> [DESCRIPTION OF THE TASK]: Copy out all of the entries below without any change.

DATA EXTRACT below:

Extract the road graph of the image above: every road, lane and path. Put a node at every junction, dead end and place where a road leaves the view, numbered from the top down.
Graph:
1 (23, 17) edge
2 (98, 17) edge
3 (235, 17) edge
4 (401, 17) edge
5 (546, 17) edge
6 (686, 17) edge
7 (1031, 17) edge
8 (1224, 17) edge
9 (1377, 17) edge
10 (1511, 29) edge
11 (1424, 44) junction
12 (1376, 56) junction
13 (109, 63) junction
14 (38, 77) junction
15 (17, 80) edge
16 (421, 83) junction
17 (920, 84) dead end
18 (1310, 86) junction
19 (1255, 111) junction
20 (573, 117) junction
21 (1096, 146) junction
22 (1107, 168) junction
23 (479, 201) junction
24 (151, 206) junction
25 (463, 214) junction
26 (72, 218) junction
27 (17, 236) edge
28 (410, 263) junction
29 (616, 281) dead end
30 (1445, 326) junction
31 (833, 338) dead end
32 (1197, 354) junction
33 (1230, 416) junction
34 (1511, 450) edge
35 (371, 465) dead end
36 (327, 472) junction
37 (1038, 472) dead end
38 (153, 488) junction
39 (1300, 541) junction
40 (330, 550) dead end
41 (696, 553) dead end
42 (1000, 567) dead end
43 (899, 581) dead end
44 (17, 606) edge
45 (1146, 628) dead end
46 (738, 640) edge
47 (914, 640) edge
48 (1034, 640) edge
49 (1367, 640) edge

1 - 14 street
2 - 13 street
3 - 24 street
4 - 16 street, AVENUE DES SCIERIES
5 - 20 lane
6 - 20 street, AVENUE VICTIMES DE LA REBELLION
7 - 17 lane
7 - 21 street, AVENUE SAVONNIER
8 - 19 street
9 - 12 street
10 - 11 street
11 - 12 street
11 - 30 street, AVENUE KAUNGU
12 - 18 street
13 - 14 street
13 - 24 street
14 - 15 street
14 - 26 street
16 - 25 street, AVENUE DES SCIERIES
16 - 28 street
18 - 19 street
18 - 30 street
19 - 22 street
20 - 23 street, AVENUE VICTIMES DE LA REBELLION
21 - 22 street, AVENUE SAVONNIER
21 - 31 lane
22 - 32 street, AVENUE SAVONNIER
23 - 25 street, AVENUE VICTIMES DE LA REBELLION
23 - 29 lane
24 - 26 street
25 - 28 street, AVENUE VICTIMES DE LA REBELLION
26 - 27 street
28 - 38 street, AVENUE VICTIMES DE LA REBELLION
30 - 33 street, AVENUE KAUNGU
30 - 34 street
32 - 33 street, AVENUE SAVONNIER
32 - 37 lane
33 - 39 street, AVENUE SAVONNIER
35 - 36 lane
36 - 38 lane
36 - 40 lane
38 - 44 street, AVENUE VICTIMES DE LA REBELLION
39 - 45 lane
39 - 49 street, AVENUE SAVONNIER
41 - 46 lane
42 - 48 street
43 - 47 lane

End of DATA EXTRACT.

> [WRITTEN ANSWER]:
Extract the road graph of the image above: every road, lane and path. Put a node at every junction, dead end and place where a road leaves the view, numbered from the top down.
Graph:
1 (23, 17) edge
2 (98, 17) edge
3 (235, 17) edge
4 (401, 17) edge
5 (546, 17) edge
6 (686, 17) edge
7 (1031, 17) edge
8 (1224, 17) edge
9 (1377, 17) edge
10 (1511, 29) edge
11 (1424, 44) junction
12 (1376, 56) junction
13 (109, 63) junction
14 (38, 77) junction
15 (17, 80) edge
16 (421, 83) junction
17 (920, 84) dead end
18 (1310, 86) junction
19 (1255, 111) junction
20 (573, 117) junction
21 (1096, 146) junction
22 (1107, 168) junction
23 (479, 201) junction
24 (151, 206) junction
25 (463, 214) junction
26 (72, 218) junction
27 (17, 236) edge
28 (410, 263) junction
29 (616, 281) dead end
30 (1445, 326) junction
31 (833, 338) dead end
32 (1197, 354) junction
33 (1230, 416) junction
34 (1511, 450) edge
35 (371, 465) dead end
36 (327, 472) junction
37 (1038, 472) dead end
38 (153, 488) junction
39 (1300, 541) junction
40 (330, 550) dead end
41 (696, 553) dead end
42 (1000, 567) dead end
43 (899, 581) dead end
44 (17, 606) edge
45 (1146, 628) dead end
46 (738, 640) edge
47 (914, 640) edge
48 (1034, 640) edge
49 (1367, 640) edge

1 - 14 street
2 - 13 street
3 - 24 street
4 - 16 street, AVENUE DES SCIERIES
5 - 20 lane
6 - 20 street, AVENUE VICTIMES DE LA REBELLION
7 - 17 lane
7 - 21 street, AVENUE SAVONNIER
8 - 19 street
9 - 12 street
10 - 11 street
11 - 12 street
11 - 30 street, AVENUE KAUNGU
12 - 18 street
13 - 14 street
13 - 24 street
14 - 15 street
14 - 26 street
16 - 25 street, AVENUE DES SCIERIES
16 - 28 street
18 - 19 street
18 - 30 street
19 - 22 street
20 - 23 street, AVENUE VICTIMES DE LA REBELLION
21 - 22 street, AVENUE SAVONNIER
21 - 31 lane
22 - 32 street, AVENUE SAVONNIER
23 - 25 street, AVENUE VICTIMES DE LA REBELLION
23 - 29 lane
24 - 26 street
25 - 28 street, AVENUE VICTIMES DE LA REBELLION
26 - 27 street
28 - 38 street, AVENUE VICTIMES DE LA REBELLION
30 - 33 street, AVENUE KAUNGU
30 - 34 street
32 - 33 street, AVENUE SAVONNIER
32 - 37 lane
33 - 39 street, AVENUE SAVONNIER
35 - 36 lane
36 - 38 lane
36 - 40 lane
38 - 44 street, AVENUE VICTIMES DE LA REBELLION
39 - 45 lane
39 - 49 street, AVENUE SAVONNIER
41 - 46 lane
42 - 48 street
43 - 47 lane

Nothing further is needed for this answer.